### Material for this task:
..............................

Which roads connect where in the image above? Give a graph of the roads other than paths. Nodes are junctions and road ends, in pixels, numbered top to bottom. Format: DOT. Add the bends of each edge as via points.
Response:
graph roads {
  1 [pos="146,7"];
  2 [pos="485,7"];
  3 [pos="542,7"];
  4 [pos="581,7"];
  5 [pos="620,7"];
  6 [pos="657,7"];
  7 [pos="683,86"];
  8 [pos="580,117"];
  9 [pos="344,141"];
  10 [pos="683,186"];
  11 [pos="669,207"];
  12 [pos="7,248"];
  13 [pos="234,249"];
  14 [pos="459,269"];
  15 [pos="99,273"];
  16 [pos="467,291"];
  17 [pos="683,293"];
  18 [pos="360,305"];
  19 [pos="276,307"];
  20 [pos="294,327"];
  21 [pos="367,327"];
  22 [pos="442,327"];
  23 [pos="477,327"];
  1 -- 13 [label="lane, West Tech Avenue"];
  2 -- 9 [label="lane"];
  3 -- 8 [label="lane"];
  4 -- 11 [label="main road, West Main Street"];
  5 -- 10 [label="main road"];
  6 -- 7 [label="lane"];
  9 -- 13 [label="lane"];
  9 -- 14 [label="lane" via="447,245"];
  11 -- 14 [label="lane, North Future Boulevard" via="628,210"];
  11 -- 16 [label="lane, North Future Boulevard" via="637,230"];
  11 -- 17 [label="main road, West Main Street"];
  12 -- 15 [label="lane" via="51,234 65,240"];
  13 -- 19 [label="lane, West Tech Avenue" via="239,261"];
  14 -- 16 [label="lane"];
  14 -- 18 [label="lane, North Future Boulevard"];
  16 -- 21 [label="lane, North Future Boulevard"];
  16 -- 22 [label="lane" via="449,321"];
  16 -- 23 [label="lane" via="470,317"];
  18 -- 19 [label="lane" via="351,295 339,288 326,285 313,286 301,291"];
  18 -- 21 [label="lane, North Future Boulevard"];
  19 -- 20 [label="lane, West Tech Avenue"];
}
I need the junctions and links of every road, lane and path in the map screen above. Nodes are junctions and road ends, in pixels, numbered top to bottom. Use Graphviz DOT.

..............................

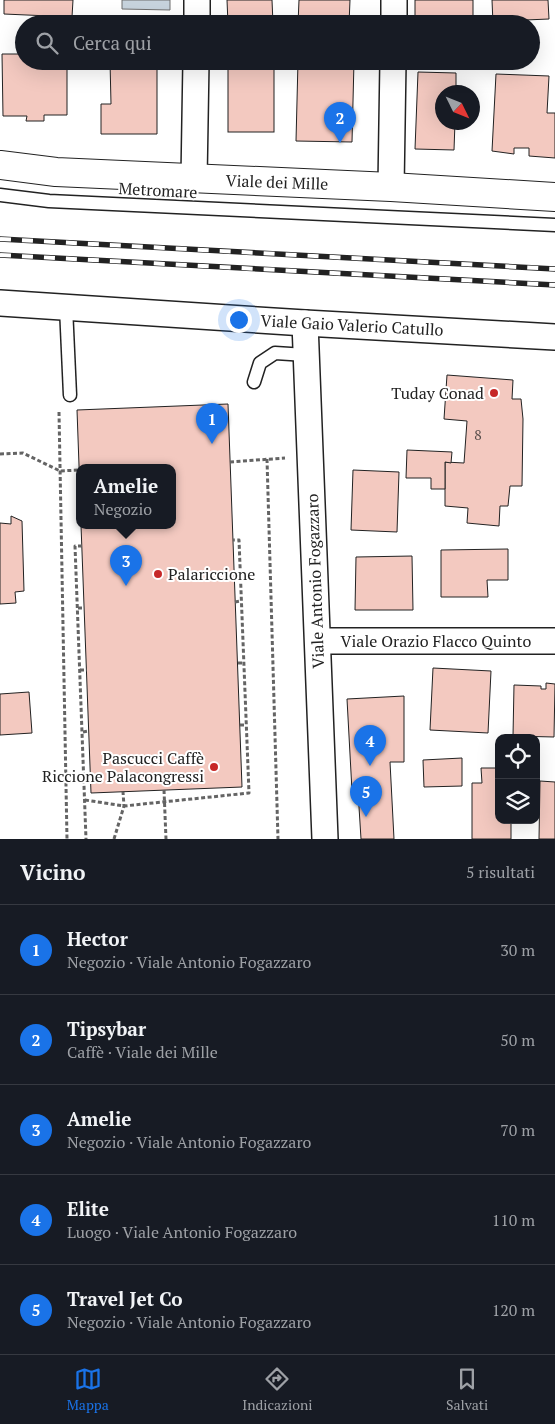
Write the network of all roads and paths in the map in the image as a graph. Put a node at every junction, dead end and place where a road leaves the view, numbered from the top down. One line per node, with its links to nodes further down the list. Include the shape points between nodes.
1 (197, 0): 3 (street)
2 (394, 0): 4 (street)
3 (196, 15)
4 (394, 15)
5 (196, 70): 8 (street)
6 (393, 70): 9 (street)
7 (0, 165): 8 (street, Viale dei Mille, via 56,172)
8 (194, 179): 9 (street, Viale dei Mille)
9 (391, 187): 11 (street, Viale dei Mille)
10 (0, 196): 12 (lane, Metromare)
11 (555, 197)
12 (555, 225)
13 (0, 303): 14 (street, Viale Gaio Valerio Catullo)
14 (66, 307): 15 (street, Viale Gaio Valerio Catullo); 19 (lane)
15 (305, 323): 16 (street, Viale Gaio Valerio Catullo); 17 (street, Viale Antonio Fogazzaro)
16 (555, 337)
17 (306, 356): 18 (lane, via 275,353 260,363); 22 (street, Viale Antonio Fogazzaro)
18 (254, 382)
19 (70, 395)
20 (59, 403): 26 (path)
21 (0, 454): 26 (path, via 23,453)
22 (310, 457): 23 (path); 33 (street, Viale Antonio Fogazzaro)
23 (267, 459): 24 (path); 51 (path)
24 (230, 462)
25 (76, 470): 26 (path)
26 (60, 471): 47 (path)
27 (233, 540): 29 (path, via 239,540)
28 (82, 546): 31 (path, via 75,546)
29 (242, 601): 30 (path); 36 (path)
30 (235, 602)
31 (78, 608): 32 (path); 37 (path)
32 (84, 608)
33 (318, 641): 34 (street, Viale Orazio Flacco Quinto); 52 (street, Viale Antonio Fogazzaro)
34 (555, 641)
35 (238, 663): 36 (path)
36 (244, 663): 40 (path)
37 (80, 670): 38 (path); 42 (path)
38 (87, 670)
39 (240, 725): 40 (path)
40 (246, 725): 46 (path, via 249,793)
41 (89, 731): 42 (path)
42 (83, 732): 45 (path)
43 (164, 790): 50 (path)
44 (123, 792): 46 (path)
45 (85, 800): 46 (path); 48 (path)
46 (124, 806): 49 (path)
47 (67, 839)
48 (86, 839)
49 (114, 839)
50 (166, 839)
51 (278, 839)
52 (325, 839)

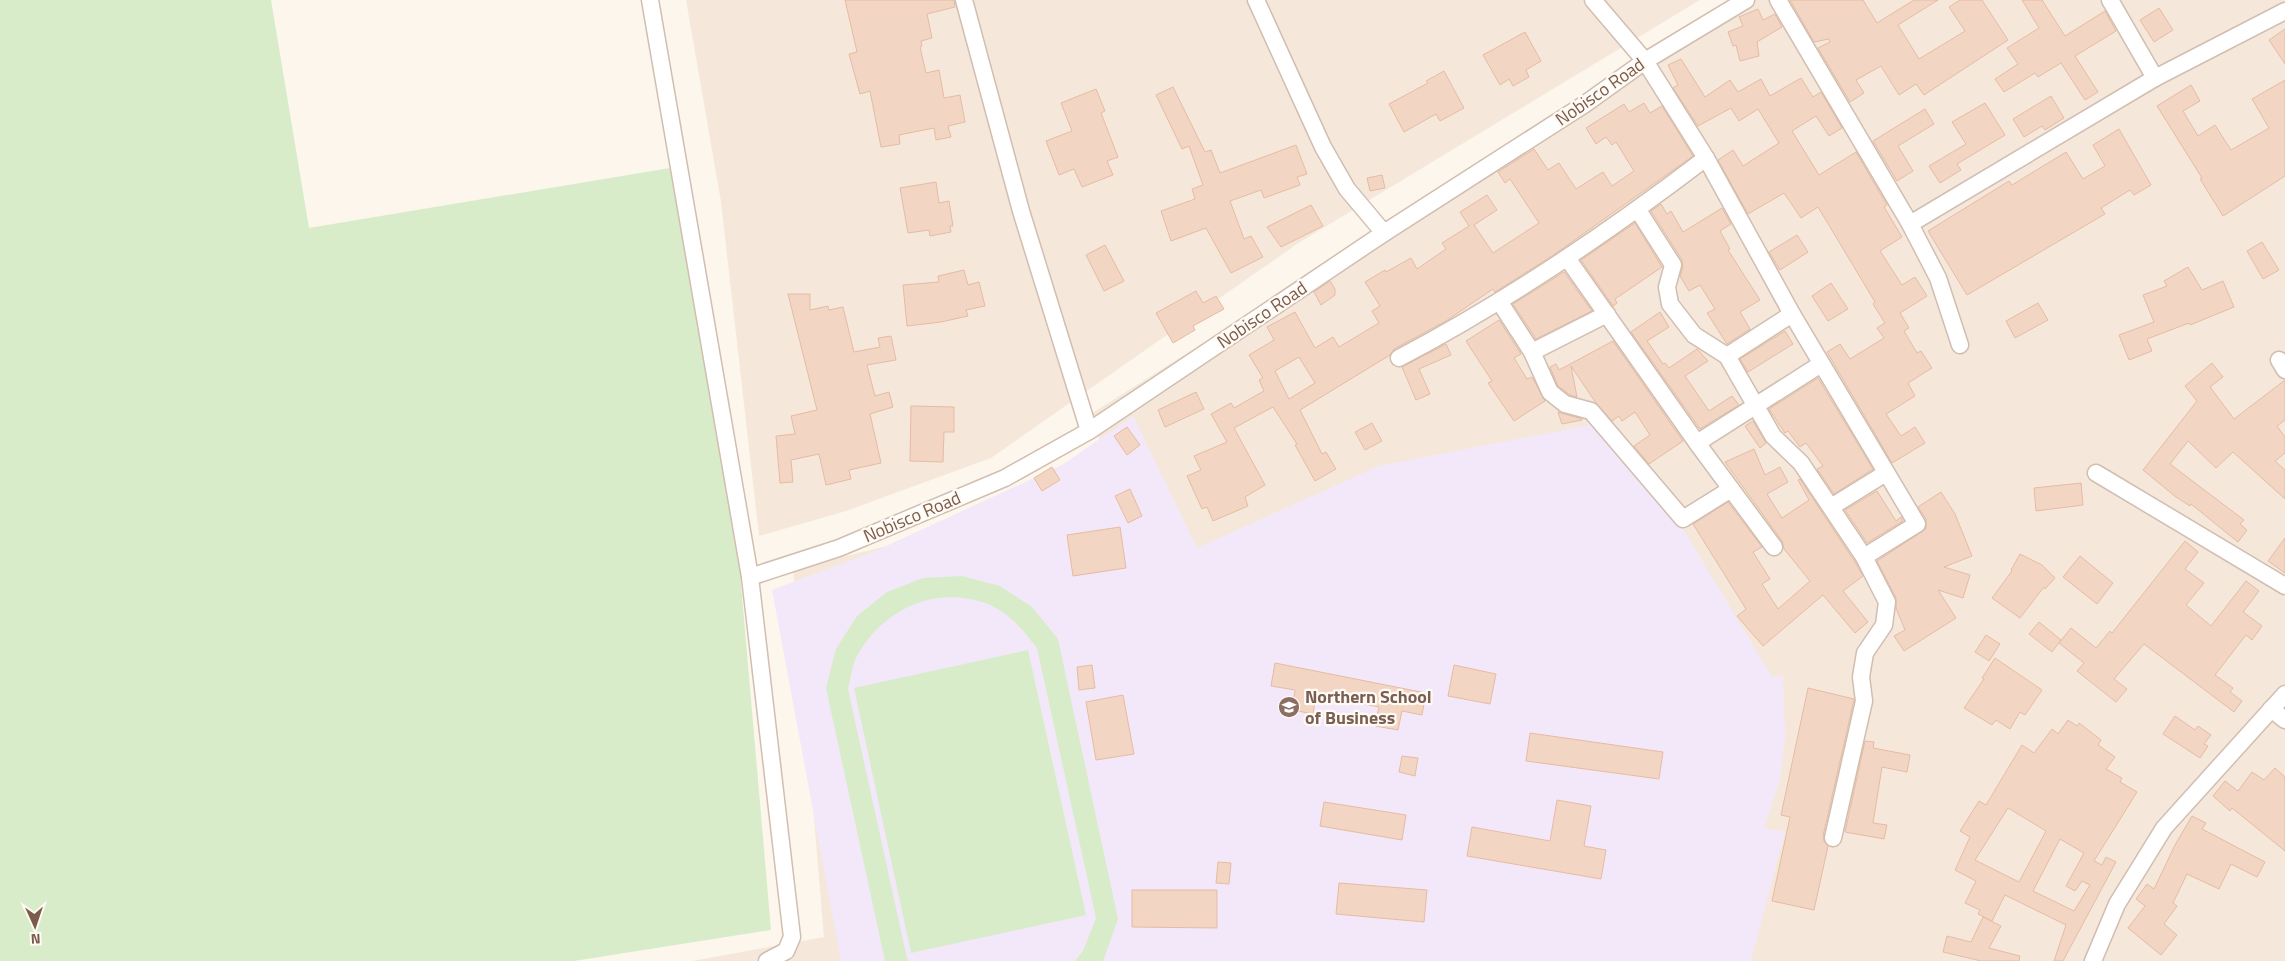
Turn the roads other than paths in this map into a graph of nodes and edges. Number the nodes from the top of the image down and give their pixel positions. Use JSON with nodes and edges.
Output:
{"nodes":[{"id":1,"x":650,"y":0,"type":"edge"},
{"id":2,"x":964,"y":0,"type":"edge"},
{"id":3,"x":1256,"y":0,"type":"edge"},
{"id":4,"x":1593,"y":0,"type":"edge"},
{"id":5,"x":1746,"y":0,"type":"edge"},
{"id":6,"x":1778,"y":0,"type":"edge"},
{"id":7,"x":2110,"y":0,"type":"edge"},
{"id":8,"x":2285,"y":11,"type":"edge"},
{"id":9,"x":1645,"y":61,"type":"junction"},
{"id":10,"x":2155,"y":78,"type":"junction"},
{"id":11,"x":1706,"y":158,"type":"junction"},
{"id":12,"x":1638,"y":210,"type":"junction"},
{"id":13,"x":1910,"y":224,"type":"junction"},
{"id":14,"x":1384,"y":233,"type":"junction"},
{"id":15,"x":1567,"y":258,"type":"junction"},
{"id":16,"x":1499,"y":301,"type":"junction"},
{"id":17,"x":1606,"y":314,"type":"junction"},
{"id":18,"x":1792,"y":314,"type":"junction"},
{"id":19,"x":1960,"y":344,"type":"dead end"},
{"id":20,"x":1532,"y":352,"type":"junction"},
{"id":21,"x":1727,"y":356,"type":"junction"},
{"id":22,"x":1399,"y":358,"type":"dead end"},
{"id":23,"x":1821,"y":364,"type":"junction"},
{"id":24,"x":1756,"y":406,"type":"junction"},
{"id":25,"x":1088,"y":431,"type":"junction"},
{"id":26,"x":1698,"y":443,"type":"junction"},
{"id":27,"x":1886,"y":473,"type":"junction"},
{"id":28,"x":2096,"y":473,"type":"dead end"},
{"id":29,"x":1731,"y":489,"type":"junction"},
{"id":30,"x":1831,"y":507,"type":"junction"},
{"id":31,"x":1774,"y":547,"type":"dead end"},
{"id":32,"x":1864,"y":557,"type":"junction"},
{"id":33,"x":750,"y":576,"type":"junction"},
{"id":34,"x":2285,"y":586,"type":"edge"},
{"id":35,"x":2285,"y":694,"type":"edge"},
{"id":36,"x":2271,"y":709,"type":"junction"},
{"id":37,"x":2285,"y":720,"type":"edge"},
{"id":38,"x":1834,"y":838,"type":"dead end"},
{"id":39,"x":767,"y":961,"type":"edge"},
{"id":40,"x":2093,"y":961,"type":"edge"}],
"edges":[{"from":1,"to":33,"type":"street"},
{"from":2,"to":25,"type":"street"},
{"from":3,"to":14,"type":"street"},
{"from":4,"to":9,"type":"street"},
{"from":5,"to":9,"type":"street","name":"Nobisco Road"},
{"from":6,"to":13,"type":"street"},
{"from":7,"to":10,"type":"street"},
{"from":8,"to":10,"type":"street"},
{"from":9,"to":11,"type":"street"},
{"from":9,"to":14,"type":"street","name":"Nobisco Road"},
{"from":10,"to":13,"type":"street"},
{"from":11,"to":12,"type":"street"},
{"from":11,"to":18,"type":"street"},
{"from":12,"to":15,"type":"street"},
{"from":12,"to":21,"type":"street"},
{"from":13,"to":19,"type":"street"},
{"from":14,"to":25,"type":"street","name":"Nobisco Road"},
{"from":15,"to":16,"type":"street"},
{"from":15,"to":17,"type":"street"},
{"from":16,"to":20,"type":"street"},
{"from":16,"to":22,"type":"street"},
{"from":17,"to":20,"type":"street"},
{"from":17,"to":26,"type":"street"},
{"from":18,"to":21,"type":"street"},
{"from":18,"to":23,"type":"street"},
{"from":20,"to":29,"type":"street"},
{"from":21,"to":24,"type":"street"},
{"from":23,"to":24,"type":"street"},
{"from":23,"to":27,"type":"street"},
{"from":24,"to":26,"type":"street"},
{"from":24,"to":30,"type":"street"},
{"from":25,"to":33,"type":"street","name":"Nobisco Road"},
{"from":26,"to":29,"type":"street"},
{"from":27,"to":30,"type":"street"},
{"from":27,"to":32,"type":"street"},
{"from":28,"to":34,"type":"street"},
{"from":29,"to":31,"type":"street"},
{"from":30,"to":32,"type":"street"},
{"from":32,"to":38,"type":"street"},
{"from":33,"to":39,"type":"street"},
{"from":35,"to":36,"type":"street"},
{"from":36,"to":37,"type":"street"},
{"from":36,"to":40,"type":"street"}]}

..............................

### Problem description:
Among the lines above, which ones hold the string "junctions"? Show them.

### Your solution:
Which roads connect where in the image above? Give a graph of the roads other than paths. Nodes are junctions and road ends, in pixels, numbered top to bottom. Format: DOT. Add the bends of each edge as via points.
I need the junctions and links of every road, lane and path in the map screen above. Nodes are junctions and road ends, in pixels, numbered top to bottom. Use Graphviz DOT.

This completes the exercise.